2019/5/29 カナダ・トロント大学
(Out of thin air: U of T researchers shorten path to capturing and recycling CO2 with new process)
・ トロント大学が、大気中の CO2 を直接捕獲・リサイクルすることでジェット燃料やプラスチックに変換する電気化学的プロセスを新たに開発。
・ 大気中から捕獲した CO2 を様々な製品に変換する技術は他にも存在するが、エネルギーを多量消費するためコストが上昇し、インセンティブが低減する課題がある。同大学による技術では、エネルギーの損失を回避して全体的なエネルギー効率を向上させる。
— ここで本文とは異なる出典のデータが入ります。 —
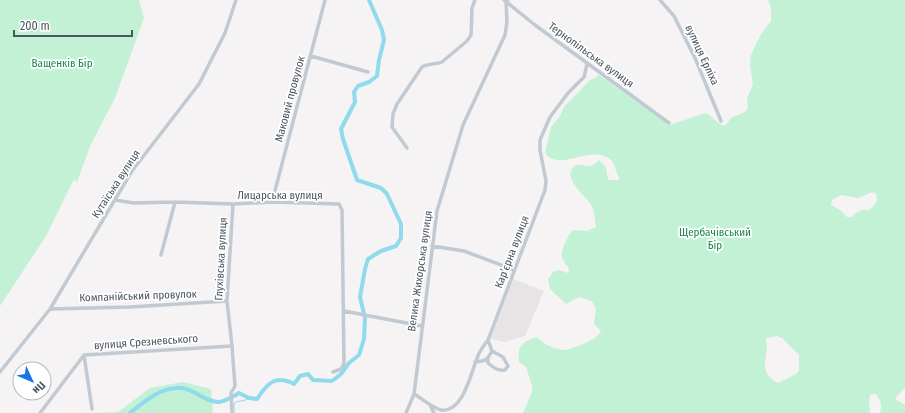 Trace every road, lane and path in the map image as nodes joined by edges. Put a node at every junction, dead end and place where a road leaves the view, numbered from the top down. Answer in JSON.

・ 大気からの直接的な CO2 捕獲(Direct-air carbon capture)は、化石燃料の代わりに大気中の CO2 から燃料やプラスチック生成を図る新興技術。カナダでは Carbon Engineering 社が、ブリティッシュコロンビア州のスカーミッシュに建設したパイロットプラントにて同技術を実証中。
・ 同技術プロセスでは、アルカリ溶液に空気を通して CO2 を捕獲し、同溶液に溶解した CO2 が形成する炭酸塩を再び CO2 ガスに変換した後、燃料やプラスチックの構成要素となる化学物質を生成する。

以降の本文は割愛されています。